Riccardo Giacconi ( , ; October 6, 1931 – December 9, 2018) was an Italian-American Nobel Prize-winning astrophysicist who laid down the foundations of X-ray astronomy.  He was a professor at the Johns Hopkins University.

Biography 
Born in Genoa, Italy, Giacconi received his Laurea from the Physics Department of University of Milan before moving to the US to pursue a career in astrophysics research.
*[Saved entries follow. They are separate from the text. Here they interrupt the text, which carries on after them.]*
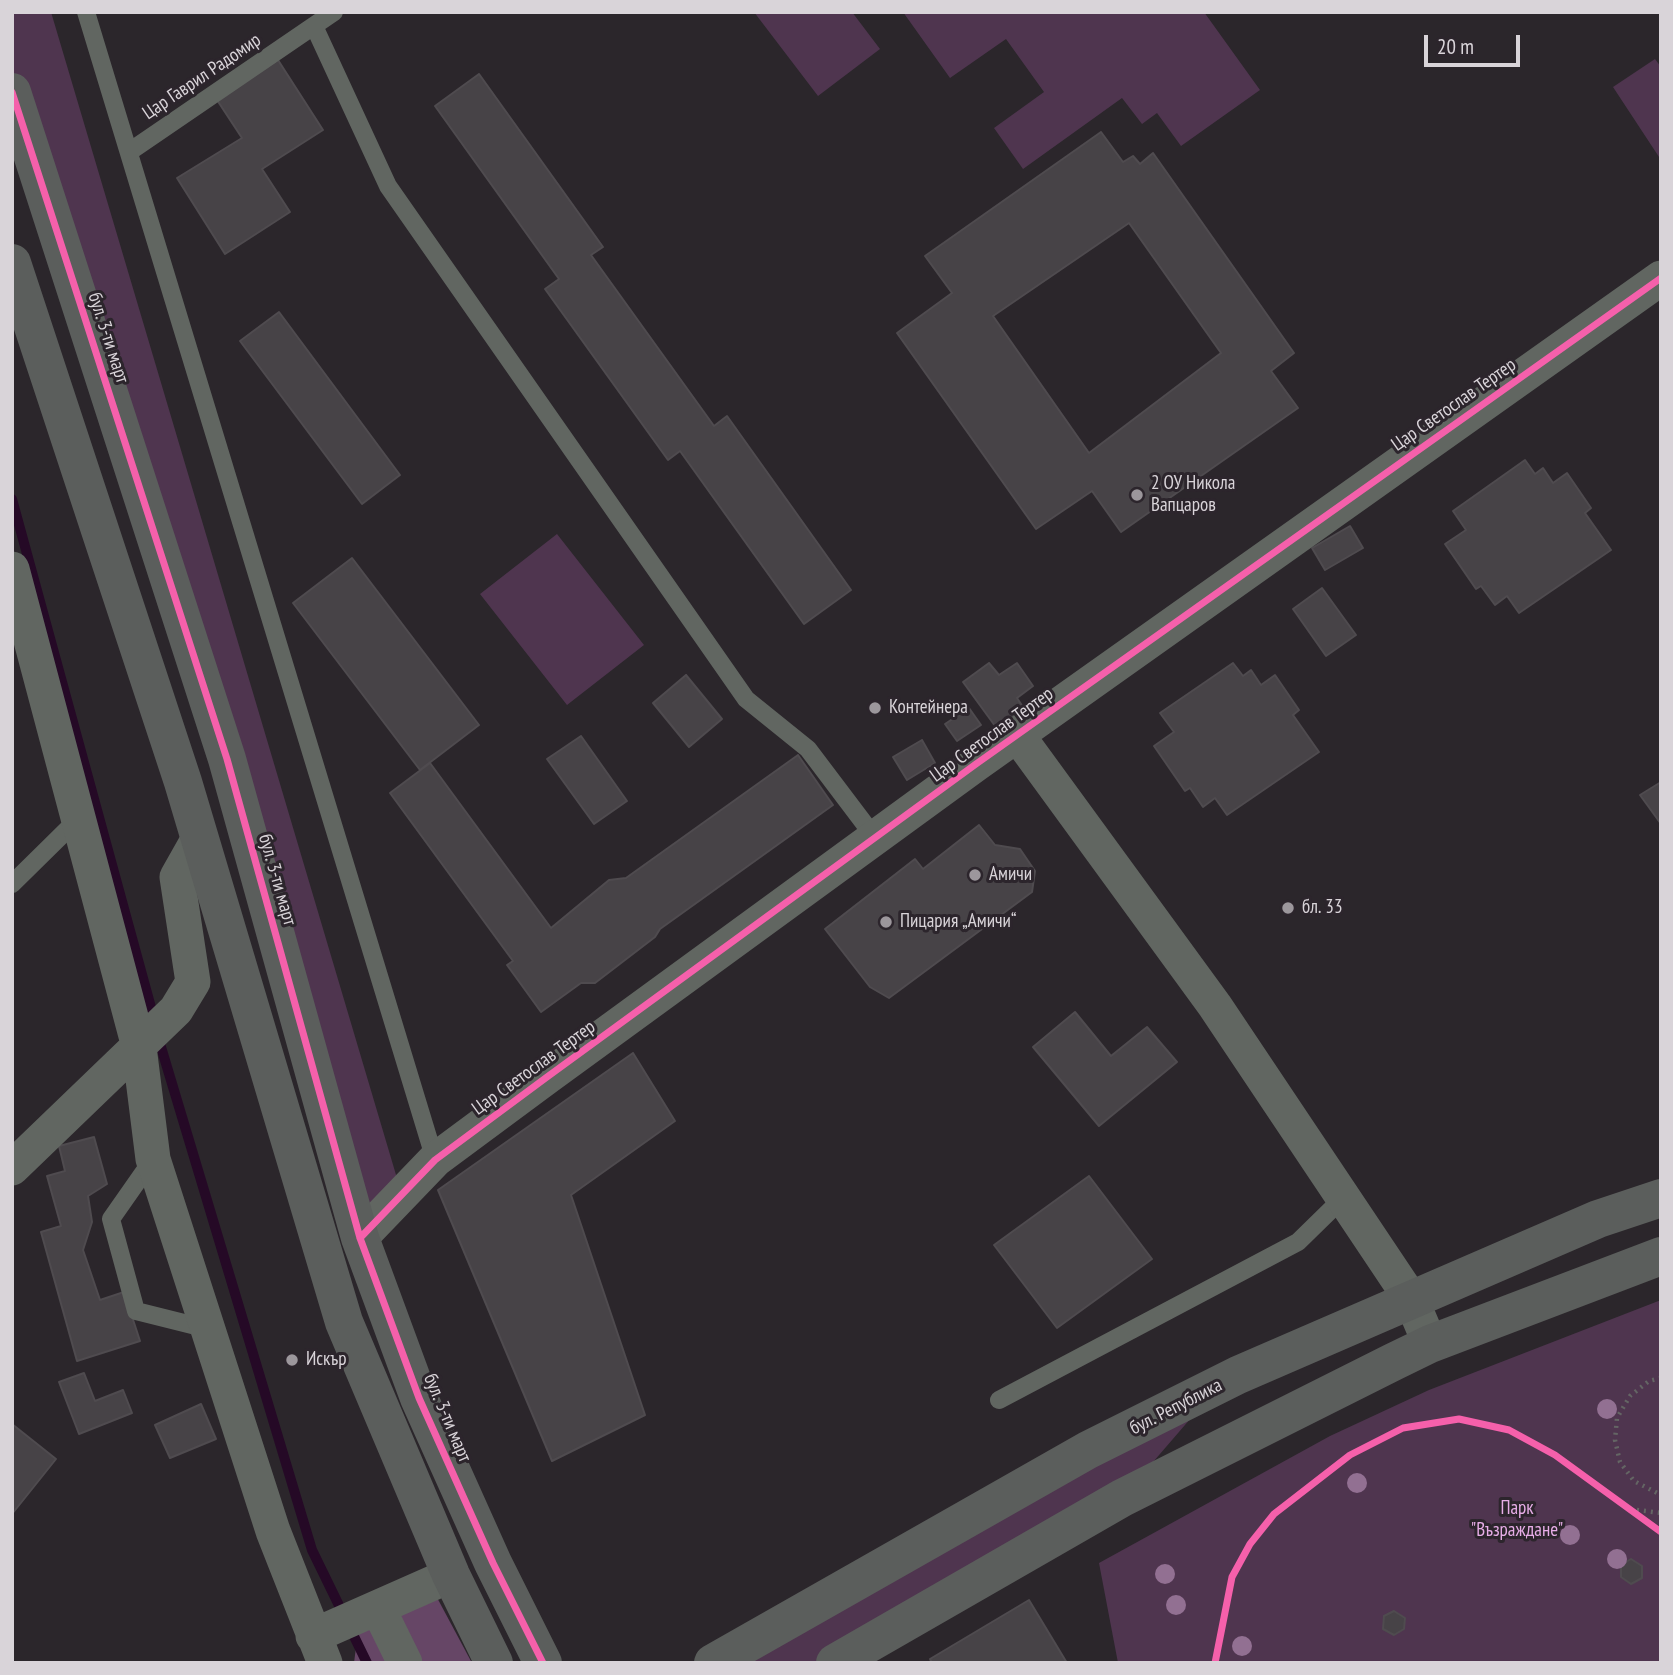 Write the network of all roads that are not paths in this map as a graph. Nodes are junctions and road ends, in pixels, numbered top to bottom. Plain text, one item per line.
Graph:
1 (86, 12) edge
2 (334, 12) edge
3 (314, 26) junction
4 (12, 92) edge
5 (129, 152) junction
6 (12, 263) edge
7 (1661, 278) edge
8 (12, 569) edge
9 (19, 622) edge
10 (1018, 736) junction
11 (79, 818) junction
12 (200, 838) junction
13 (876, 839) junction
14 (12, 884) edge
15 (151, 1035) junction
16 (153, 1159) junction
17 (435, 1160) junction
18 (12, 1168) edge
19 (1344, 1197) junction
20 (1661, 1198) edge
21 (360, 1238) junction
22 (1661, 1256) edge
23 (1410, 1298) junction
24 (208, 1329) junction
25 (1430, 1344) junction
26 (999, 1400) dead end
27 (450, 1575) junction
28 (342, 1630) edge
29 (405, 1663) edge
30 (494, 1663) edge
31 (543, 1663) edge
32 (713, 1663) edge
33 (835, 1663) edge

1 - 5 lane
2 - 3 lane, Цар Гаврил Радомир
3 - 5 lane, Цар Гаврил Радомир
3 - 13 lane
4 - 21 street, бул. 3-ти март
5 - 17 lane
6 - 12 street
7 - 10 street, Цар Светослав Тертер
8 - 9 street
9 - 11 street
10 - 13 street, Цар Светослав Тертер
10 - 19 street
11 - 14 lane
11 - 15 street
12 - 15 street
12 - 27 street
13 - 17 street, Цар Светослав Тертер
15 - 16 street
15 - 18 street
16 - 24 street
16 - 24 lane
17 - 21 street, Цар Светослав Тертер
19 - 23 street
19 - 26 lane
20 - 23 street, бул. Република
21 - 31 street, бул. 3-ти март
22 - 25 street
23 - 25 street
23 - 32 street, бул. Република
24 - 28 street
25 - 33 street
27 - 28 street
27 - 30 street
28 - 29 street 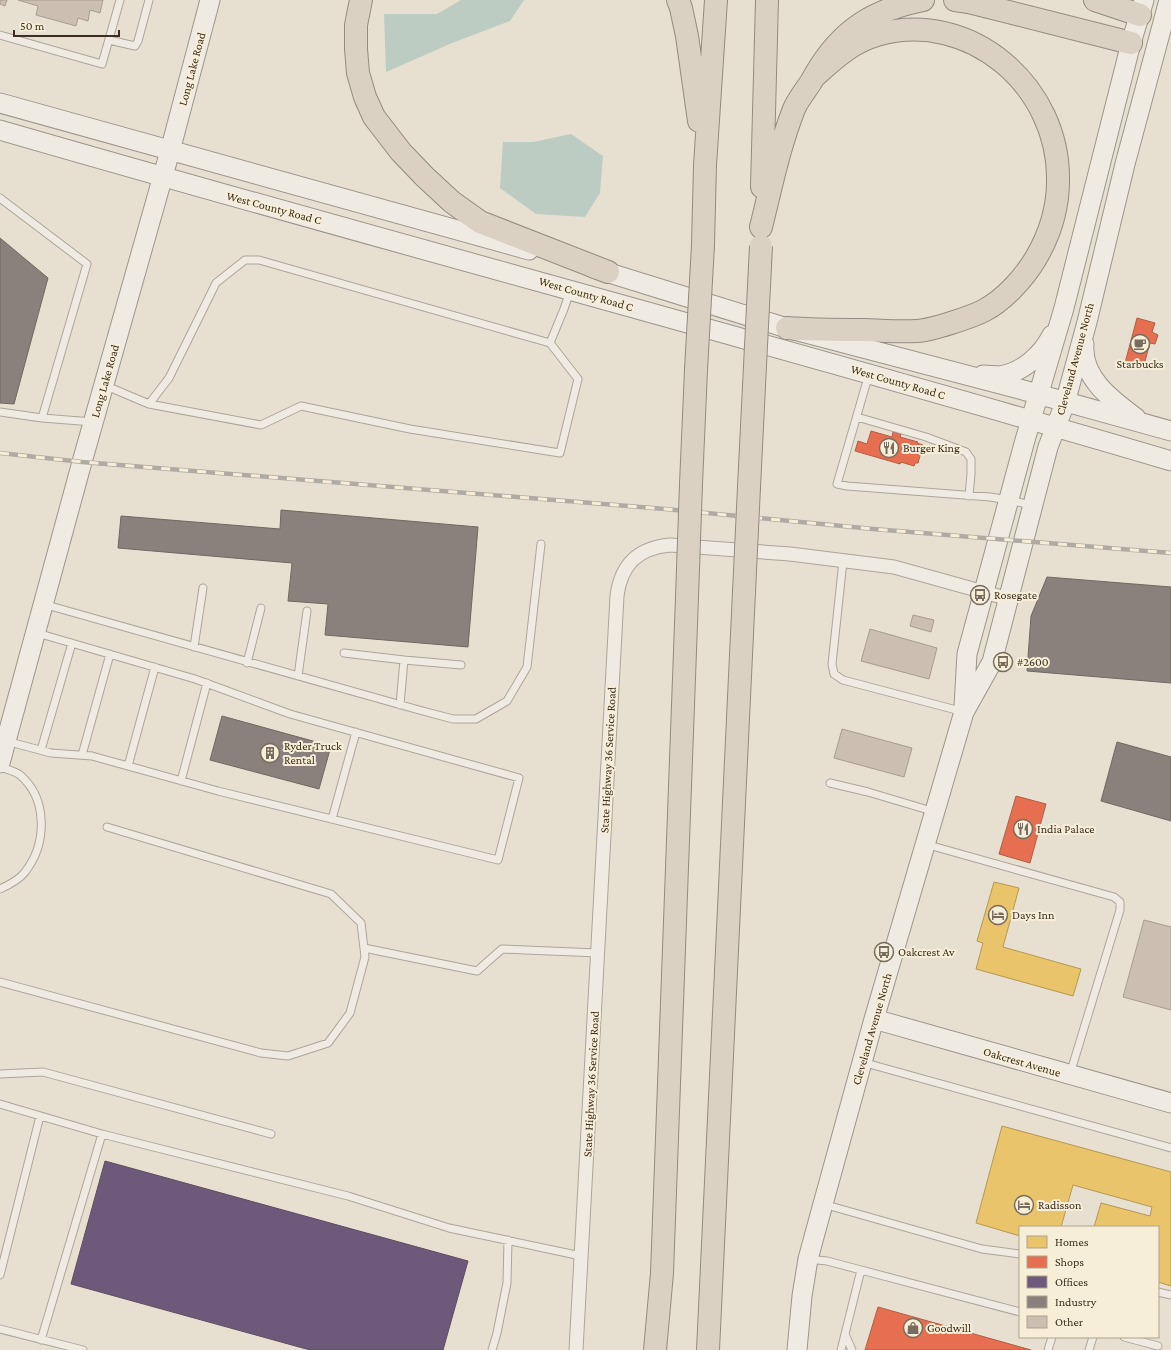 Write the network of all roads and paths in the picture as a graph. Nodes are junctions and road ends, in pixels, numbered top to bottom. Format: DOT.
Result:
graph roads {
  1 [pos="120,0"];
  2 [pos="149,0"];
  3 [pos="210,0"];
  4 [pos="361,0"];
  5 [pos="678,0"];
  6 [pos="716,0"];
  7 [pos="767,0"];
  8 [pos="923,0"];
  9 [pos="955,0"];
  10 [pos="1095,0"];
  11 [pos="1168,0"];
  12 [pos="1142,7"];
  13 [pos="1167,23"];
  14 [pos="0,35"];
  15 [pos="109,40"];
  16 [pos="1131,44"];
  17 [pos="1163,50"];
  18 [pos="816,75"];
  19 [pos="0,103"];
  20 [pos="0,130"];
  21 [pos="170,151"];
  22 [pos="705,165"];
  23 [pos="162,177"];
  24 [pos="0,198"];
  25 [pos="761,236"];
  26 [pos="608,272"];
  27 [pos="570,289"];
  28 [pos="1064,308"];
  29 [pos="1087,322"];
  30 [pos="788,328"];
  31 [pos="550,343"];
  32 [pos="869,373"];
  33 [pos="960,374"];
  34 [pos="104,385"];
  35 [pos="1039,395"];
  36 [pos="1064,403"];
  37 [pos="148,404"];
  38 [pos="0,412"];
  39 [pos="857,417"];
  40 [pos="42,418"];
  41 [pos="1031,421"];
  42 [pos="93,422"];
  43 [pos="1141,423"];
  44 [pos="1056,428"];
  45 [pos="1171,431"];
  46 [pos="1171,461"];
  47 [pos="969,496"];
  48 [pos="1009,500"];
  49 [pos="1033,506"];
  50 [pos="541,544"];
  51 [pos="843,561"];
  52 [pos="203,588"];
  53 [pos="984,592"];
  54 [pos="1009,599"];
  55 [pos="43,604"];
  56 [pos="261,608"];
  57 [pos="307,611"];
  58 [pos="36,632"];
  59 [pos="72,642"];
  60 [pos="194,648"];
  61 [pos="344,653"];
  62 [pos="110,654"];
  63 [pos="404,660"];
  64 [pos="247,663"];
  65 [pos="461,665"];
  66 [pos="155,667"];
  67 [pos="298,676"];
  68 [pos="207,683"];
  69 [pos="400,705"];
  70 [pos="964,712"];
  71 [pos="356,732"];
  72 [pos="6,741"];
  73 [pos="41,750"];
  74 [pos="82,755"];
  75 [pos="0,763"];
  76 [pos="128,766"];
  77 [pos="0,767"];
  78 [pos="181,781"];
  79 [pos="830,783"];
  80 [pos="935,812"];
  81 [pos="332,819"];
  82 [pos="107,827"];
  83 [pos="925,844"];
  84 [pos="0,889"];
  85 [pos="364,948"];
  86 [pos="598,953"];
  87 [pos="0,982"];
  88 [pos="874,1019"];
  89 [pos="862,1062"];
  90 [pos="0,1074"];
  91 [pos="1070,1075"];
  92 [pos="1171,1103"];
  93 [pos="0,1104"];
  94 [pos="40,1116"];
  95 [pos="102,1134"];
  96 [pos="271,1134"];
  97 [pos="1171,1148"];
  98 [pos="823,1204"];
  99 [pos="508,1240"];
  100 [pos="1019,1254"];
  101 [pos="581,1256"];
  102 [pos="808,1259"];
  103 [pos="861,1270"];
  104 [pos="0,1274"];
  105 [pos="1159,1292"];
  106 [pos="1171,1295"];
  107 [pos="1019,1312"];
  108 [pos="0,1329"];
  109 [pos="845,1334"];
  110 [pos="1052,1338"];
  111 [pos="1093,1338"];
  112 [pos="1128,1338"];
  113 [pos="41,1340"];
  114 [pos="1158,1346"];
  115 [pos="83,1350"];
  116 [pos="492,1350"];
  117 [pos="576,1350"];
  118 [pos="655,1350"];
  119 [pos="708,1350"];
  120 [pos="797,1350"];
  121 [pos="841,1350"];
  122 [pos="852,1350"];
  123 [pos="1048,1350"];
  124 [pos="1089,1350"];
  1 -- 15 [label="lane"];
  2 -- 15 [label="lane"];
  3 -- 21 [label="street, Long Lake Road"];
  4 -- 26 [label="highway"];
  5 -- 22 [label="highway"];
  6 -- 22 [label="highway"];
  7 -- 25 [label="highway"];
  8 -- 18 [label="highway"];
  9 -- 16 [label="highway"];
  10 -- 12 [label="highway"];
  11 -- 13 [label="street, Cleveland Avenue North"];
  12 -- 13 [label="street"];
  12 -- 16 [label="street, Cleveland Avenue North"];
  13 -- 17 [label="street, Cleveland Avenue North"];
  14 -- 15 [label="lane"];
  16 -- 17 [label="street"];
  16 -- 28 [label="street, Cleveland Avenue North"];
  17 -- 29 [label="street, Cleveland Avenue North"];
  18 -- 25 [label="highway"];
  18 -- 30 [label="highway"];
  19 -- 21 [label="street, West County Road C"];
  20 -- 23 [label="street, West County Road C"];
  21 -- 23 [label="street, Long Lake Road"];
  21 -- 26 [label="street, West County Road C"];
  22 -- 118 [label="highway, bridge"];
  23 -- 27 [label="street, West County Road C"];
  23 -- 34 [label="street, Long Lake Road"];
  24 -- 40 [label="lane"];
  25 -- 119 [label="highway, bridge"];
  26 -- 30 [label="street, West County Road C"];
  27 -- 31 [label="lane"];
  27 -- 32 [label="street, West County Road C"];
  28 -- 33 [label="street"];
  28 -- 35 [label="street, Cleveland Avenue North"];
  29 -- 36 [label="street, Cleveland Avenue North"];
  29 -- 43 [label="street"];
  30 -- 33 [label="street, West County Road C"];
  31 -- 37 [label="lane"];
  31 -- 37 [label="lane"];
  32 -- 39 [label="lane"];
  32 -- 41 [label="street, West County Road C"];
  33 -- 35 [label="street, West County Road C"];
  34 -- 37 [label="lane"];
  34 -- 42 [label="street, Long Lake Road"];
  35 -- 36 [label="street, West County Road C"];
  35 -- 41 [label="street, Cleveland Avenue North"];
  36 -- 43 [label="street, West County Road C"];
  36 -- 44 [label="street, Cleveland Avenue North"];
  38 -- 40 [label="lane"];
  39 -- 47 [label="lane"];
  39 -- 47 [label="lane"];
  40 -- 42 [label="lane"];
  41 -- 44 [label="street, West County Road C"];
  41 -- 48 [label="street, Cleveland Avenue North"];
  42 -- 55 [label="street, Long Lake Road"];
  43 -- 45 [label="street, West County Road C"];
  44 -- 46 [label="street, West County Road C"];
  44 -- 49 [label="street, Cleveland Avenue North"];
  47 -- 48 [label="lane"];
  48 -- 49 [label="lane"];
  48 -- 53 [label="street, Cleveland Avenue North"];
  49 -- 54 [label="street, Cleveland Avenue North"];
  50 -- 69 [label="lane"];
  51 -- 53 [label="street, State Highway 36 Service Road"];
  51 -- 70 [label="lane"];
  51 -- 86 [label="street, State Highway 36 Service Road"];
  52 -- 60 [label="lane"];
  53 -- 54 [label="street, State Highway 36 Service Road"];
  53 -- 70 [label="street, Cleveland Avenue North"];
  54 -- 70 [label="street, Cleveland Avenue North"];
  55 -- 58 [label="street, Long Lake Road"];
  55 -- 60 [label="lane"];
  56 -- 64 [label="lane"];
  57 -- 67 [label="lane"];
  58 -- 59 [label="lane"];
  58 -- 72 [label="street, Long Lake Road"];
  59 -- 62 [label="lane"];
  59 -- 73 [label="lane"];
  60 -- 64 [label="lane"];
  61 -- 63 [label="lane"];
  62 -- 66 [label="lane"];
  62 -- 74 [label="lane"];
  63 -- 65 [label="lane"];
  63 -- 69 [label="lane"];
  64 -- 67 [label="lane"];
  66 -- 68 [label="lane"];
  66 -- 76 [label="lane"];
  67 -- 69 [label="lane"];
  68 -- 71 [label="lane"];
  68 -- 78 [label="lane"];
  70 -- 80 [label="street, Cleveland Avenue North"];
  71 -- 81 [label="lane"];
  71 -- 81 [label="lane"];
  72 -- 73 [label="lane"];
  72 -- 75 [label="street, Long Lake Road"];
  73 -- 74 [label="lane"];
  74 -- 76 [label="lane"];
  76 -- 78 [label="lane"];
  77 -- 84 [label="lane"];
  78 -- 81 [label="lane"];
  79 -- 80 [label="lane"];
  80 -- 83 [label="street, Cleveland Avenue North"];
  82 -- 85 [label="lane"];
  83 -- 88 [label="street, Cleveland Avenue North"];
  83 -- 91 [label="lane"];
  85 -- 86 [label="lane"];
  85 -- 87 [label="lane"];
  86 -- 101 [label="street, State Highway 36 Service Road"];
  88 -- 89 [label="street, Cleveland Avenue North"];
  88 -- 91 [label="street, Oakcrest Avenue"];
  89 -- 97 [label="lane"];
  89 -- 98 [label="street, Cleveland Avenue North"];
  90 -- 96 [label="lane"];
  91 -- 92 [label="street, Oakcrest Avenue"];
  93 -- 94 [label="lane"];
  94 -- 95 [label="lane"];
  94 -- 104 [label="lane"];
  95 -- 99 [label="lane"];
  95 -- 113 [label="lane"];
  98 -- 100 [label="lane"];
  98 -- 102 [label="street, Cleveland Avenue North"];
  99 -- 101 [label="lane"];
  99 -- 116 [label="lane"];
  101 -- 117 [label="street, State Highway 36 Service Road"];
  102 -- 103 [label="lane"];
  102 -- 120 [label="street, Cleveland Avenue North"];
  103 -- 107 [label="lane"];
  103 -- 109 [label="lane"];
  105 -- 106 [label="lane"];
  108 -- 113 [label="lane"];
  109 -- 121 [label="lane"];
  109 -- 122 [label="lane"];
  110 -- 123 [label="lane"];
  111 -- 124 [label="lane"];
  112 -- 114 [label="lane"];
  113 -- 115 [label="lane"];
}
In 1956, his Fulbright Fellowship led him to  go to the United States to collaborate with physics professor R. W. Thompson at Indiana University.

Since cosmic X-ray radiation is absorbed by the Earth's atmosphere, space-based telescopes are needed for X-ray astronomy.  Applying himself to this problem, Giacconi worked on the instrumentation for X-ray astronomy; from rocket-borne detectors in the late 1950s and early 1960s, to Uhuru, the first orbiting X-ray astronomy satellite, in the 1970s.  Giacconi's pioneering research continued in 1978 with the Einstein Observatory, the first fully imaging X-ray telescope put into space, and later with the Chandra X-ray Observatory, which was launched in 1999 and is still in operation. Giacconi also applied his expertise to other fields of astronomy, becoming the first permanent director (1981-1993) of the Space Telescope Science Institute (the science operations center for the Hubble Space Telescope), followed by Director General of the European Southern Observatory (ESO) from 1993 to 1999, overseeing the construction of the Very Large Telescope, then President of Associated Universities, Inc. (1999-2004) managing the early years of the ALMA array.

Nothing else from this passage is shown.